Still, Roh's government has faced a quandary over rice policy that would be familiar to many governments in the developed world, particularly in the European Union. Seoul has struggled to protect a sector of the economy that is noncompetitive and declining, but also highly politically sensitive, while maintaining its credibility as an advocate of free trade.

In South Korea, as in all countries in Asia, rice is as symbolic a product as cheese or wine are in France. Even urban majorities can be sentimental about farming life, a legacy of the fact that many Asians still trace family links to the countryside. Adding to the political difficulties, surveys show consumers are often fiercely nationalistic about homegrown rice varieties. Rice is a staple of the diet of billions of people from India to Japan, accounting for 31.6 percent of Asia's daily calorie intake, according to 2000 figures from the United Nations Food and Agriculture Organization.

While Europe's willingness to cut subsidies and import tariffs on farm goods has been the focus of the global trade debate in the lead-up to this week's talks in Hong Kong, the rice trade illustrates the complexity involved reforming agricultural markets.
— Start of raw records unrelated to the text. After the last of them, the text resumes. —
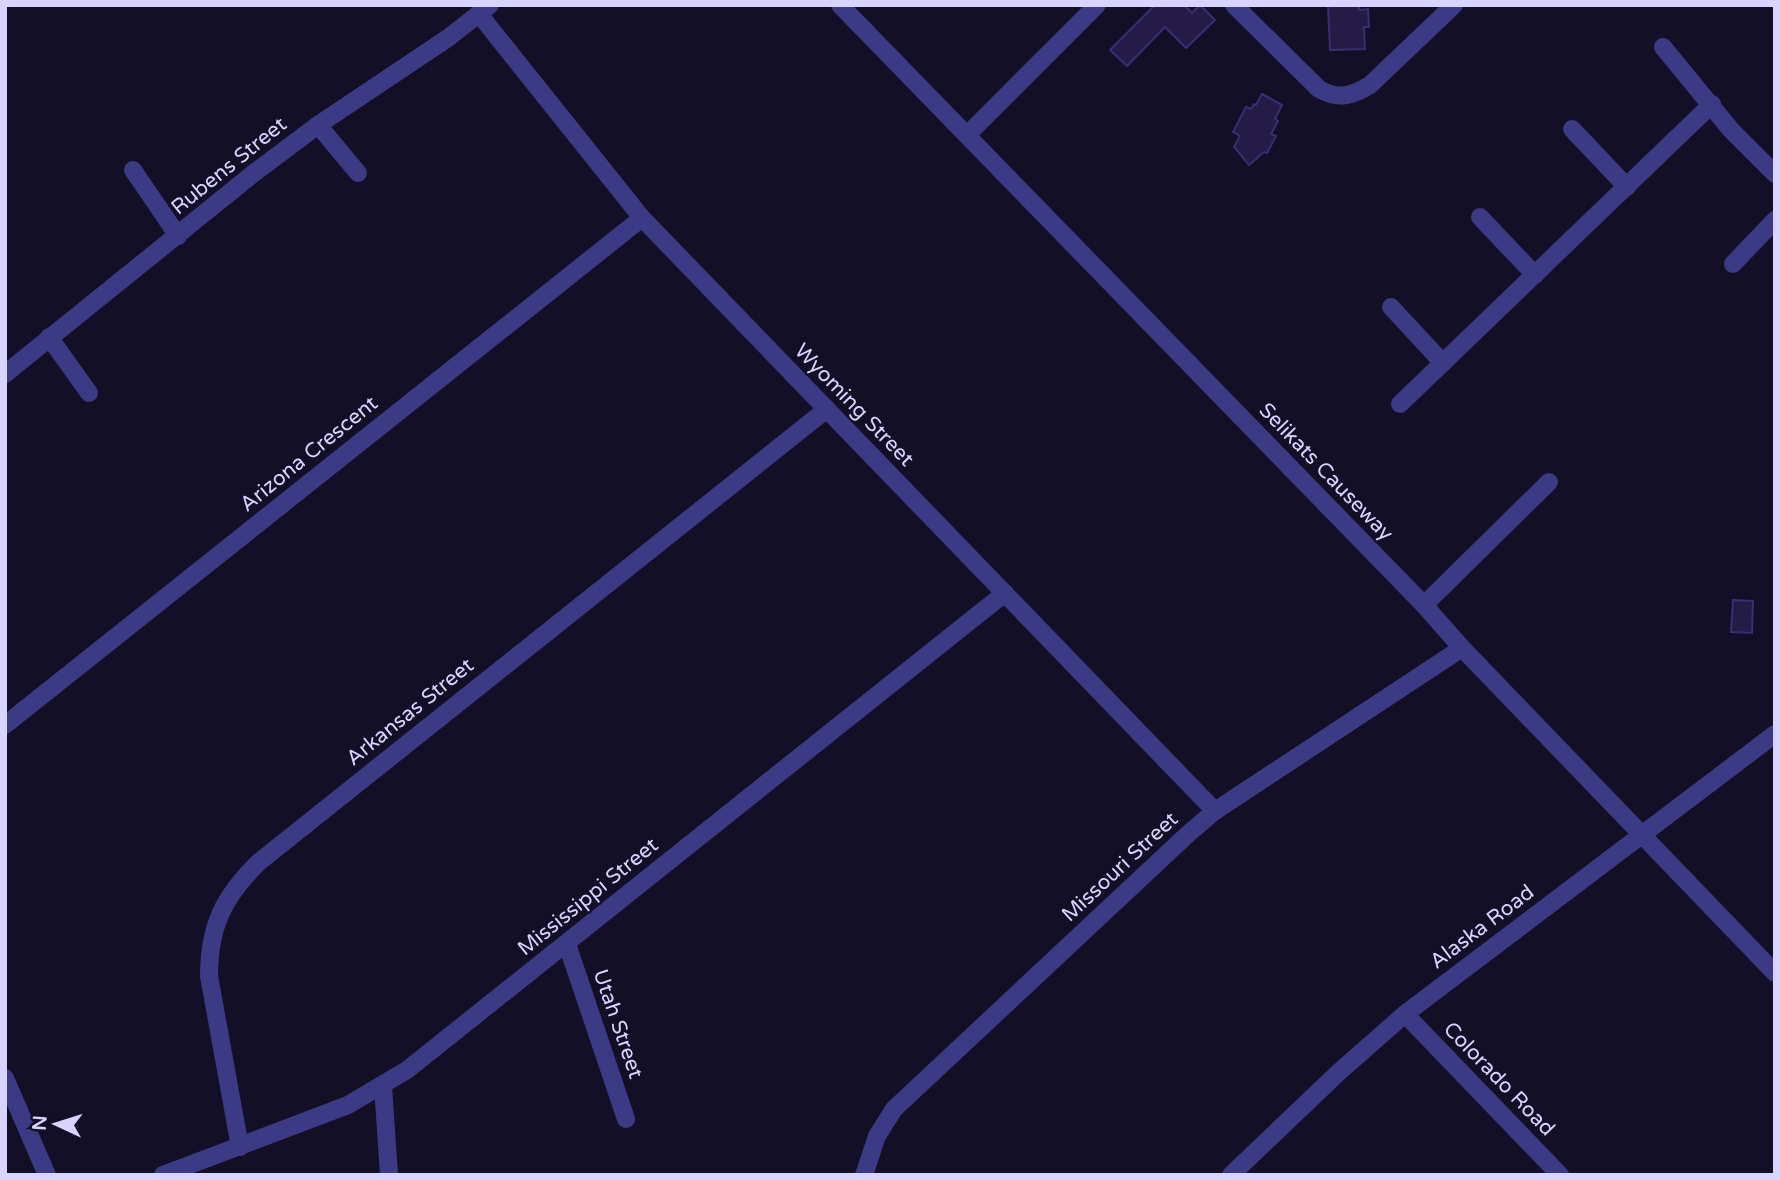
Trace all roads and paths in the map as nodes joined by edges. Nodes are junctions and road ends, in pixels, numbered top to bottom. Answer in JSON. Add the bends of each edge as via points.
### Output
{"nodes":[{"id":1,"x":840,"y":5,"type":"edge"},
{"id":2,"x":1097,"y":5,"type":"edge"},
{"id":3,"x":1234,"y":5,"type":"edge"},
{"id":4,"x":1454,"y":5,"type":"edge"},
{"id":5,"x":485,"y":10,"type":"edge"},
{"id":6,"x":1663,"y":47,"type":"dead end"},
{"id":7,"x":1712,"y":104,"type":"junction"},
{"id":8,"x":318,"y":125,"type":"junction"},
{"id":9,"x":1572,"y":129,"type":"dead end"},
{"id":10,"x":967,"y":135,"type":"junction"},
{"id":11,"x":1772,"y":167,"type":"edge"},
{"id":12,"x":133,"y":170,"type":"dead end"},
{"id":13,"x":358,"y":173,"type":"dead end"},
{"id":14,"x":1627,"y":187,"type":"junction"},
{"id":15,"x":1480,"y":217,"type":"dead end"},
{"id":16,"x":642,"y":218,"type":"junction"},
{"id":17,"x":1775,"y":220,"type":"edge"},
{"id":18,"x":178,"y":236,"type":"junction"},
{"id":19,"x":1733,"y":264,"type":"dead end"},
{"id":20,"x":1535,"y":275,"type":"junction"},
{"id":21,"x":1391,"y":307,"type":"dead end"},
{"id":22,"x":49,"y":337,"type":"junction"},
{"id":23,"x":1443,"y":363,"type":"junction"},
{"id":24,"x":5,"y":374,"type":"edge"},
{"id":25,"x":89,"y":393,"type":"dead end"},
{"id":26,"x":1400,"y":404,"type":"dead end"},
{"id":27,"x":827,"y":410,"type":"junction"},
{"id":28,"x":1549,"y":482,"type":"dead end"},
{"id":29,"x":1005,"y":593,"type":"junction"},
{"id":30,"x":1424,"y":605,"type":"junction"},
{"id":31,"x":1462,"y":648,"type":"junction"},
{"id":32,"x":5,"y":725,"type":"edge"},
{"id":33,"x":1775,"y":734,"type":"edge"},
{"id":34,"x":1215,"y":811,"type":"junction"},
{"id":35,"x":1641,"y":834,"type":"junction"},
{"id":36,"x":566,"y":944,"type":"junction"},
{"id":37,"x":1775,"y":973,"type":"edge"},
{"id":38,"x":1405,"y":1014,"type":"junction"},
{"id":39,"x":5,"y":1078,"type":"edge"},
{"id":40,"x":383,"y":1086,"type":"junction"},
{"id":41,"x":626,"y":1119,"type":"dead end"},
{"id":42,"x":240,"y":1146,"type":"junction"},
{"id":43,"x":47,"y":1175,"type":"edge"},
{"id":44,"x":163,"y":1175,"type":"edge"},
{"id":45,"x":389,"y":1175,"type":"edge"},
{"id":46,"x":864,"y":1175,"type":"edge"},
{"id":47,"x":1231,"y":1175,"type":"edge"},
{"id":48,"x":1560,"y":1175,"type":"edge"}],
"edges":[{"from":1,"to":10,"type":"street","name":"Selikats Causeway"},
{"from":2,"to":10,"type":"street"},
{"from":3,"to":4,"type":"street","via":[[1320,89],[1340,96],[1370,85]]},
{"from":5,"to":8,"type":"street","name":"Rubens Street"},
{"from":5,"to":16,"type":"street","name":"Wyoming Street"},
{"from":6,"to":7,"type":"street"},
{"from":7,"to":11,"type":"street","via":[[1731,130]]},
{"from":7,"to":14,"type":"street"},
{"from":8,"to":13,"type":"street"},
{"from":8,"to":18,"type":"street","name":"Rubens Street"},
{"from":9,"to":14,"type":"street"},
{"from":10,"to":30,"type":"street","name":"Selikats Causeway"},
{"from":12,"to":18,"type":"street"},
{"from":14,"to":20,"type":"street"},
{"from":15,"to":20,"type":"street"},
{"from":16,"to":27,"type":"street","name":"Wyoming Street"},
{"from":16,"to":32,"type":"street","name":"Arizona Crescent"},
{"from":17,"to":19,"type":"street"},
{"from":18,"to":22,"type":"street","name":"Rubens Street"},
{"from":20,"to":23,"type":"street"},
{"from":21,"to":23,"type":"street"},
{"from":22,"to":24,"type":"street","name":"Rubens Street"},
{"from":22,"to":25,"type":"street"},
{"from":23,"to":26,"type":"street"},
{"from":27,"to":29,"type":"street","name":"Wyoming Street"},
{"from":27,"to":42,"type":"street","name":"Arkansas Street","via":[[260,862],[235,887],[215,927],[209,976]]},
{"from":28,"to":30,"type":"street"},
{"from":29,"to":34,"type":"street","name":"Wyoming Street"},
{"from":29,"to":36,"type":"street","name":"Mississippi Street"},
{"from":30,"to":31,"type":"street","name":"Selikats Causeway"},
{"from":31,"to":34,"type":"street","name":"Missouri Street"},
{"from":31,"to":35,"type":"street","name":"Selikats Causeway"},
{"from":33,"to":35,"type":"street","name":"Alaska Road"},
{"from":34,"to":46,"type":"street","name":"Missouri Street","via":[[894,1109],[877,1136]]},
{"from":35,"to":37,"type":"street","name":"Selikats Causeway"},
{"from":35,"to":38,"type":"street","name":"Alaska Road"},
{"from":36,"to":40,"type":"street","name":"Mississippi Street"},
{"from":36,"to":41,"type":"street","name":"Utah Street"},
{"from":38,"to":47,"type":"street","name":"Alaska Road"},
{"from":38,"to":48,"type":"street","name":"Colorado Road"},
{"from":39,"to":43,"type":"street"},
{"from":40,"to":42,"type":"street","name":"Mississippi Street","via":[[348,1105]]},
{"from":40,"to":45,"type":"street"},
{"from":42,"to":44,"type":"street","name":"Mississippi Street"}]}
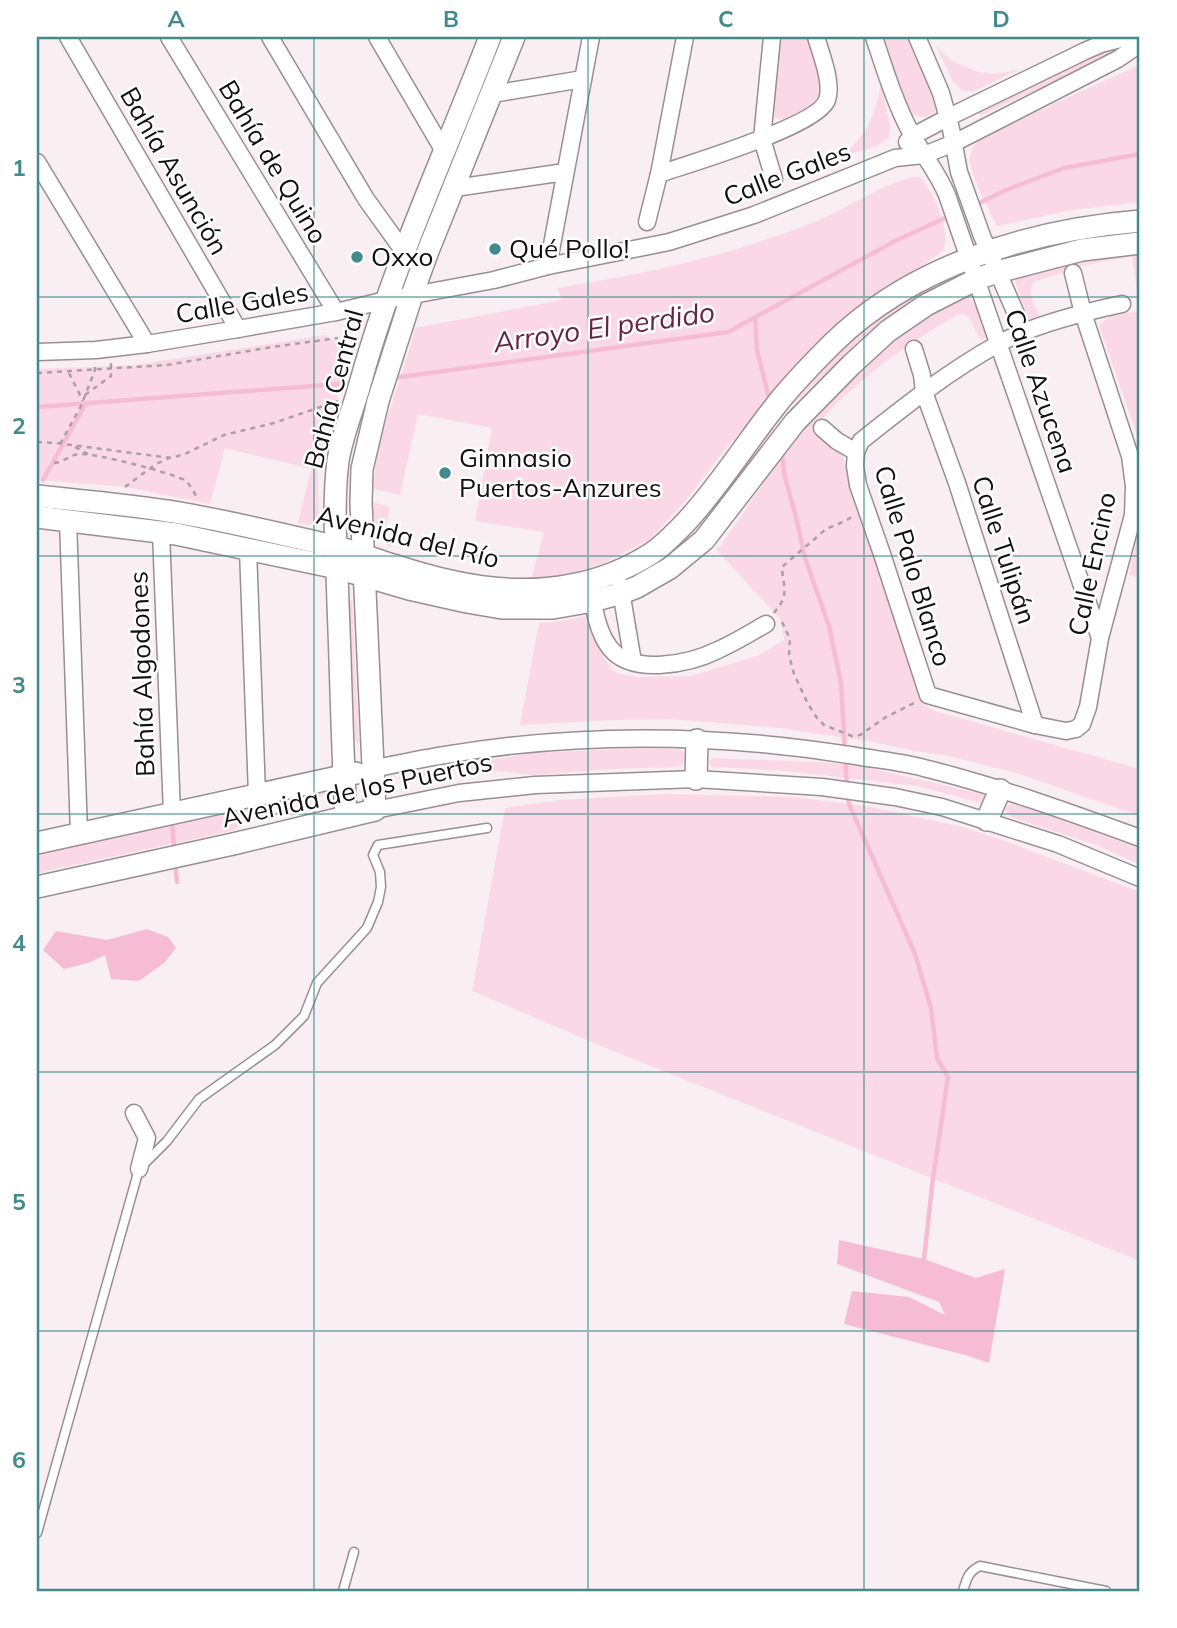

The rice markets in South Korea and Japan, two of the biggest consumers, are among the world's most heavily subsidized and protected agricultural markets. Until the enactment of WTO commitments in 1995, both countries imposed import bans on rice. They have remained the focus of efforts to liberalize the rice trade.

But almost all other Asian governments also protect their rice farmers through tariffs, subsidies or intervention by state marketing bodies. In many countries, even relatively cost-efficient farmers are supported under national agricultural promotion programs.